Task directions
Starting from the first line, transcribe the whole listing exactly.

====================

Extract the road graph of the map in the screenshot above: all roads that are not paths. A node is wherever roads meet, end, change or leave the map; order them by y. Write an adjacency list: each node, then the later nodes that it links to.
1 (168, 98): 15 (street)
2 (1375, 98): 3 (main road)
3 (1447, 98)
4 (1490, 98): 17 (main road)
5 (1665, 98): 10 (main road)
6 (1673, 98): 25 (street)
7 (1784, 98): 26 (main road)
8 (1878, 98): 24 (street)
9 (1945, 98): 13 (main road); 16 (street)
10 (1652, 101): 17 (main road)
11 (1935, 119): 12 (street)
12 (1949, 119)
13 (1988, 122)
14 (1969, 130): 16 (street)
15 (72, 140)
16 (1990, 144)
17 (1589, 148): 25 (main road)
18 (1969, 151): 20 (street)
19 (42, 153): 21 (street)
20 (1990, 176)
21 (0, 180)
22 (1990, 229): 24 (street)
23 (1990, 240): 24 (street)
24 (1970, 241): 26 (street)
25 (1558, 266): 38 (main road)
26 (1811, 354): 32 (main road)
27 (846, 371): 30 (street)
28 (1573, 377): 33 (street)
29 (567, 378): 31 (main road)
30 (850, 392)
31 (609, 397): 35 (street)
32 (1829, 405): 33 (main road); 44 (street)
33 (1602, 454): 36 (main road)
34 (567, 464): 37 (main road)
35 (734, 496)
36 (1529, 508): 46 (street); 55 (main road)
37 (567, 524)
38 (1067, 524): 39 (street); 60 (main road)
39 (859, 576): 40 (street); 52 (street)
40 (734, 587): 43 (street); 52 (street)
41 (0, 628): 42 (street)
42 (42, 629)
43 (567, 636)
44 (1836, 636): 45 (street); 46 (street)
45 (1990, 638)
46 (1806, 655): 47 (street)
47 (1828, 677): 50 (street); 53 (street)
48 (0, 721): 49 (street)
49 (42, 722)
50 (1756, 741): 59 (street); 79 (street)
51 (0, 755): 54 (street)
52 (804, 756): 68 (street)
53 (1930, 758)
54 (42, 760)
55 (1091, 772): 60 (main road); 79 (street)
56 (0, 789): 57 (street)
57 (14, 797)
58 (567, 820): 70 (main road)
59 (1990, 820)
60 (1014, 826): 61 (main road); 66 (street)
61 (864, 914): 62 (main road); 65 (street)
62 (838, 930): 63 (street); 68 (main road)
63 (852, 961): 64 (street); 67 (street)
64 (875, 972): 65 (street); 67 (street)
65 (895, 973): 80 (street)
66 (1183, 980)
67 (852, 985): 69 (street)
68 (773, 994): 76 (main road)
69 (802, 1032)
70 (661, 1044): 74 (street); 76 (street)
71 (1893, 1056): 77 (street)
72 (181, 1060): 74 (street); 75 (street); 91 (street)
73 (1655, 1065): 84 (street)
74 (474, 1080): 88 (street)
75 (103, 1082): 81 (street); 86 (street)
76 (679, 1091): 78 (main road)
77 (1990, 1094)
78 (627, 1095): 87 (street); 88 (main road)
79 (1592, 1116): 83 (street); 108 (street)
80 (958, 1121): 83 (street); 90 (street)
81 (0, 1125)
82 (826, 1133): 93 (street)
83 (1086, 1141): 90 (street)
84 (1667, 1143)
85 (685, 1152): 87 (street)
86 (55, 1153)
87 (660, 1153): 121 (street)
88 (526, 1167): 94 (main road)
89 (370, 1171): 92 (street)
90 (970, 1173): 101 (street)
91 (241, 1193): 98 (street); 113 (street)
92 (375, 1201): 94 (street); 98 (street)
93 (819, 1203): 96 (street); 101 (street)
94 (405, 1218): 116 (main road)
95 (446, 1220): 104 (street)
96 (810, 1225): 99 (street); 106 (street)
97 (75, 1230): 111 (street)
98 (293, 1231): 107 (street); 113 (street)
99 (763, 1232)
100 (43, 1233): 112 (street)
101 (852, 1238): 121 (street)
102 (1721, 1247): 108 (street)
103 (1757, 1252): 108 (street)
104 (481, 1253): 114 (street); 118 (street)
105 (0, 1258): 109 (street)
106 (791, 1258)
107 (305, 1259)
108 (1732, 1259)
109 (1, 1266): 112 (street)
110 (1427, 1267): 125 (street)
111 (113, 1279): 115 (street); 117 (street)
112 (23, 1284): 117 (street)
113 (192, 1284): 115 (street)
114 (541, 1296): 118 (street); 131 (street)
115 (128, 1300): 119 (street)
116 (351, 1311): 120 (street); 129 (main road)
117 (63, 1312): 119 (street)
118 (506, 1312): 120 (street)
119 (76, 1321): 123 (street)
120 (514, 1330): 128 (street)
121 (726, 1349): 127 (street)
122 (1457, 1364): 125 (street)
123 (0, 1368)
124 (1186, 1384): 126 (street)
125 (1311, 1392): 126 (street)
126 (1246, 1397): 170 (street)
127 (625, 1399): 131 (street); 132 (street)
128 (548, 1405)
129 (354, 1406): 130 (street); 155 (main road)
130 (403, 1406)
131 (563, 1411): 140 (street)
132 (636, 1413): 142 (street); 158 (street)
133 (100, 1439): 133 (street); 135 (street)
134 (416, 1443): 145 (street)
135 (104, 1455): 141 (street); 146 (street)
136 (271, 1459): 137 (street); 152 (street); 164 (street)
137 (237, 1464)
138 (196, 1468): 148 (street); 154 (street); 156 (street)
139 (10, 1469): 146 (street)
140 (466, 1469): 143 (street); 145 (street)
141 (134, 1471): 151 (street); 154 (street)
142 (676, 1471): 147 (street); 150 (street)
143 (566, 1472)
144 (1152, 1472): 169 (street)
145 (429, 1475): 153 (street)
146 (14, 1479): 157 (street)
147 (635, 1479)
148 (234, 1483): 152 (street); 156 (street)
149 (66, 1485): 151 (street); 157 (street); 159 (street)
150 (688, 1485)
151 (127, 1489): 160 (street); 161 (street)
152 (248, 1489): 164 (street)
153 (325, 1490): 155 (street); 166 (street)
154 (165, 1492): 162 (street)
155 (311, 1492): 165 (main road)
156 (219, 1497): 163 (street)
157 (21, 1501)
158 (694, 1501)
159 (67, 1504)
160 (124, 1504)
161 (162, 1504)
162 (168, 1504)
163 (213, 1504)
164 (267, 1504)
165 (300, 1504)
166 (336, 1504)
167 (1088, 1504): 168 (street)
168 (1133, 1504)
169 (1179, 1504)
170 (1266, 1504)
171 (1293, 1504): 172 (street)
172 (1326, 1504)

====================

Solved exercise
Extract the road graph of the map in the screenshot above: all roads that are not paths. A node is wherever roads meet, end, change or leave the map; order them by y. Write an adjacency list: each node, then the later nodes that it links to.
1 (168, 98): 15 (street)
2 (1375, 98): 3 (main road)
3 (1447, 98)
4 (1490, 98): 17 (main road)
5 (1665, 98): 10 (main road)
6 (1673, 98): 25 (street)
7 (1784, 98): 26 (main road)
8 (1878, 98): 24 (street)
9 (1945, 98): 13 (main road); 16 (street)
10 (1652, 101): 17 (main road)
11 (1935, 119): 12 (street)
12 (1949, 119)
13 (1988, 122)
14 (1969, 130): 16 (street)
15 (72, 140)
16 (1990, 144)
17 (1589, 148): 25 (main road)
18 (1969, 151): 20 (street)
19 (42, 153): 21 (street)
20 (1990, 176)
21 (0, 180)
22 (1990, 229): 24 (street)
23 (1990, 240): 24 (street)
24 (1970, 241): 26 (street)
25 (1558, 266): 38 (main road)
26 (1811, 354): 32 (main road)
27 (846, 371): 30 (street)
28 (1573, 377): 33 (street)
29 (567, 378): 31 (main road)
30 (850, 392)
31 (609, 397): 35 (street)
32 (1829, 405): 33 (main road); 44 (street)
33 (1602, 454): 36 (main road)
34 (567, 464): 37 (main road)
35 (734, 496)
36 (1529, 508): 46 (street); 55 (main road)
37 (567, 524)
38 (1067, 524): 39 (street); 60 (main road)
39 (859, 576): 40 (street); 52 (street)
40 (734, 587): 43 (street); 52 (street)
41 (0, 628): 42 (street)
42 (42, 629)
43 (567, 636)
44 (1836, 636): 45 (street); 46 (street)
45 (1990, 638)
46 (1806, 655): 47 (street)
47 (1828, 677): 50 (street); 53 (street)
48 (0, 721): 49 (street)
49 (42, 722)
50 (1756, 741): 59 (street); 79 (street)
51 (0, 755): 54 (street)
52 (804, 756): 68 (street)
53 (1930, 758)
54 (42, 760)
55 (1091, 772): 60 (main road); 79 (street)
56 (0, 789): 57 (street)
57 (14, 797)
58 (567, 820): 70 (main road)
59 (1990, 820)
60 (1014, 826): 61 (main road); 66 (street)
61 (864, 914): 62 (main road); 65 (street)
62 (838, 930): 63 (street); 68 (main road)
63 (852, 961): 64 (street); 67 (street)
64 (875, 972): 65 (street); 67 (street)
65 (895, 973): 80 (street)
66 (1183, 980)
67 (852, 985): 69 (street)
68 (773, 994): 76 (main road)
69 (802, 1032)
70 (661, 1044): 74 (street); 76 (street)
71 (1893, 1056): 77 (street)
72 (181, 1060): 74 (street); 75 (street); 91 (street)
73 (1655, 1065): 84 (street)
74 (474, 1080): 88 (street)
75 (103, 1082): 81 (street); 86 (street)
76 (679, 1091): 78 (main road)
77 (1990, 1094)
78 (627, 1095): 87 (street); 88 (main road)
79 (1592, 1116): 83 (street); 108 (street)
80 (958, 1121): 83 (street); 90 (street)
81 (0, 1125)
82 (826, 1133): 93 (street)
83 (1086, 1141): 90 (street)
84 (1667, 1143)
85 (685, 1152): 87 (street)
86 (55, 1153)
87 (660, 1153): 121 (street)
88 (526, 1167): 94 (main road)
89 (370, 1171): 92 (street)
90 (970, 1173): 101 (street)
91 (241, 1193): 98 (street); 113 (street)
92 (375, 1201): 94 (street); 98 (street)
93 (819, 1203): 96 (street); 101 (street)
94 (405, 1218): 116 (main road)
95 (446, 1220): 104 (street)
96 (810, 1225): 99 (street); 106 (street)
97 (75, 1230): 111 (street)
98 (293, 1231): 107 (street); 113 (street)
99 (763, 1232)
100 (43, 1233): 112 (street)
101 (852, 1238): 121 (street)
102 (1721, 1247): 108 (street)
103 (1757, 1252): 108 (street)
104 (481, 1253): 114 (street); 118 (street)
105 (0, 1258): 109 (street)
106 (791, 1258)
107 (305, 1259)
108 (1732, 1259)
109 (1, 1266): 112 (street)
110 (1427, 1267): 125 (street)
111 (113, 1279): 115 (street); 117 (street)
112 (23, 1284): 117 (street)
113 (192, 1284): 115 (street)
114 (541, 1296): 118 (street); 131 (street)
115 (128, 1300): 119 (street)
116 (351, 1311): 120 (street); 129 (main road)
117 (63, 1312): 119 (street)
118 (506, 1312): 120 (street)
119 (76, 1321): 123 (street)
120 (514, 1330): 128 (street)
121 (726, 1349): 127 (street)
122 (1457, 1364): 125 (street)
123 (0, 1368)
124 (1186, 1384): 126 (street)
125 (1311, 1392): 126 (street)
126 (1246, 1397): 170 (street)
127 (625, 1399): 131 (street); 132 (street)
128 (548, 1405)
129 (354, 1406): 130 (street); 155 (main road)
130 (403, 1406)
131 (563, 1411): 140 (street)
132 (636, 1413): 142 (street); 158 (street)
133 (100, 1439): 133 (street); 135 (street)
134 (416, 1443): 145 (street)
135 (104, 1455): 141 (street); 146 (street)
136 (271, 1459): 137 (street); 152 (street); 164 (street)
137 (237, 1464)
138 (196, 1468): 148 (street); 154 (street); 156 (street)
139 (10, 1469): 146 (street)
140 (466, 1469): 143 (street); 145 (street)
141 (134, 1471): 151 (street); 154 (street)
142 (676, 1471): 147 (street); 150 (street)
143 (566, 1472)
144 (1152, 1472): 169 (street)
145 (429, 1475): 153 (street)
146 (14, 1479): 157 (street)
147 (635, 1479)
148 (234, 1483): 152 (street); 156 (street)
149 (66, 1485): 151 (street); 157 (street); 159 (street)
150 (688, 1485)
151 (127, 1489): 160 (street); 161 (street)
152 (248, 1489): 164 (street)
153 (325, 1490): 155 (street); 166 (street)
154 (165, 1492): 162 (street)
155 (311, 1492): 165 (main road)
156 (219, 1497): 163 (street)
157 (21, 1501)
158 (694, 1501)
159 (67, 1504)
160 (124, 1504)
161 (162, 1504)
162 (168, 1504)
163 (213, 1504)
164 (267, 1504)
165 (300, 1504)
166 (336, 1504)
167 (1088, 1504): 168 (street)
168 (1133, 1504)
169 (1179, 1504)
170 (1266, 1504)
171 (1293, 1504): 172 (street)
172 (1326, 1504)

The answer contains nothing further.